Tourists and hikers have been evacuated from near a massive rumbling volcano in Iceland as the threat of eruption raised fears of a replay of the air traffic chaos caused when another peak blew four years ago.

Iceland’s Civil Protection Authority told public broadcaster RUV that it had finished the evacuation from around the Bardarbunga volcano but that further air patrols would be carried out to ensure no-one remained.

The authority said the volcano was stable on Wednesday, but still in danger of erupting.

The eruption of Iceland’s smaller Eyjafjoell volcano in April 2010 caused global travel chaos, stranding more than eight million travellers as volcanic ash spread across Europe.

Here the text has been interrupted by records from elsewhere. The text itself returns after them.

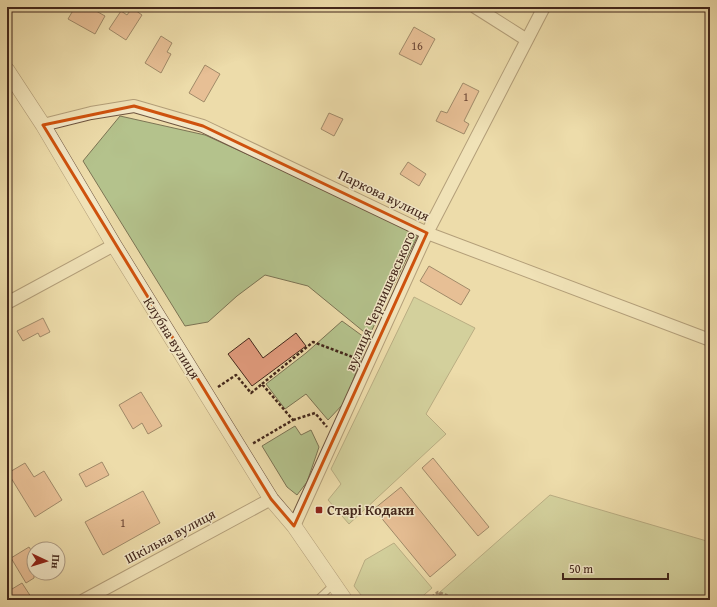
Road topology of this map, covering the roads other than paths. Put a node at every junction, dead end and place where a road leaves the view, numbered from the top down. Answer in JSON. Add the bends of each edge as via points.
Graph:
{"nodes":[{"id":1,"x":474,"y":7,"type":"edge"},
{"id":2,"x":544,"y":7,"type":"edge"},
{"id":3,"x":527,"y":40,"type":"junction"},
{"id":4,"x":7,"y":70,"type":"edge"},
{"id":5,"x":43,"y":125,"type":"junction"},
{"id":6,"x":427,"y":233,"type":"junction"},
{"id":7,"x":114,"y":245,"type":"junction"},
{"id":8,"x":7,"y":304,"type":"edge"},
{"id":9,"x":710,"y":340,"type":"edge"},
{"id":10,"x":271,"y":499,"type":"junction"},
{"id":11,"x":294,"y":526,"type":"junction"},
{"id":12,"x":334,"y":584,"type":"junction"},
{"id":13,"x":84,"y":600,"type":"edge"},
{"id":14,"x":317,"y":600,"type":"edge"},
{"id":15,"x":345,"y":600,"type":"edge"}],
"edges":[{"from":1,"to":3,"type":"street"},
{"from":2,"to":3,"type":"street","name":"вулиця Чернишевського"},
{"from":3,"to":6,"type":"street","name":"вулиця Чернишевського"},
{"from":4,"to":5,"type":"street","name":"Клубна вулиця"},
{"from":5,"to":6,"type":"street","name":"Паркова вулиця","via":[[134,106],[203,126]]},
{"from":5,"to":7,"type":"street","name":"Клубна вулиця"},
{"from":6,"to":9,"type":"street","name":"Паркова вулиця"},
{"from":6,"to":11,"type":"street","name":"вулиця Чернишевського"},
{"from":7,"to":8,"type":"street"},
{"from":7,"to":10,"type":"street","name":"Клубна вулиця"},
{"from":10,"to":11,"type":"street","name":"Клубна вулиця"},
{"from":10,"to":13,"type":"street","name":"Шкільна вулиця"},
{"from":11,"to":12,"type":"street","name":"Клубна вулиця"},
{"from":12,"to":14,"type":"lane"},
{"from":12,"to":15,"type":"street","name":"Клубна вулиця"}]}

Scientists believe the Bardarbunga volcano is large enough to disrupt air traffic over northern Europe and the northern Atlantic, as well as causing major damage on the island nation from volcanic ash and glacial flooding.

Up to 300 people were believed to be have been evacuated from the area around the volcano, located in eastern Iceland under the country’s largest glacier Vatnajoekull.

The area is uninhabited, with only trekking cabins and campsites used by tourists and hunters in the summer months.

“We of course don’t know about all hikers and such, but we are going to look over the area with the aid of the Coast Guard and after that we should be very certain that no-one is in the area,” Vidir Reynisson at the Civil Protection Authority (CPA) told RUV.

On Monday, seismologists recorded an earthquake of 4.5 on the Richter scale, the strongest in the region – one of the most active seismic areas on the planet – since 1996.

However an eruption was not believed to be imminent on Wednesday with seismic activity largely stable four days after the first tremors.

On Tuesday evening Icelandic authorities warned that there may be a long wait before there is any change.

“There is no change in the seismic activity at the moment and no sign of an eruption,” said the CPA in a statement, adding that “experience shows that seismic activity can be going on for a long time without an eruption going off”.

In 2010, the Eyjafjoell volcano further to the south, shot a massive plume of volcanic debris up to nine kilometres into the sky, blowing ash across to mainland Europe.

The ash cloud caused the planet’s biggest airspace shutdown since World War II.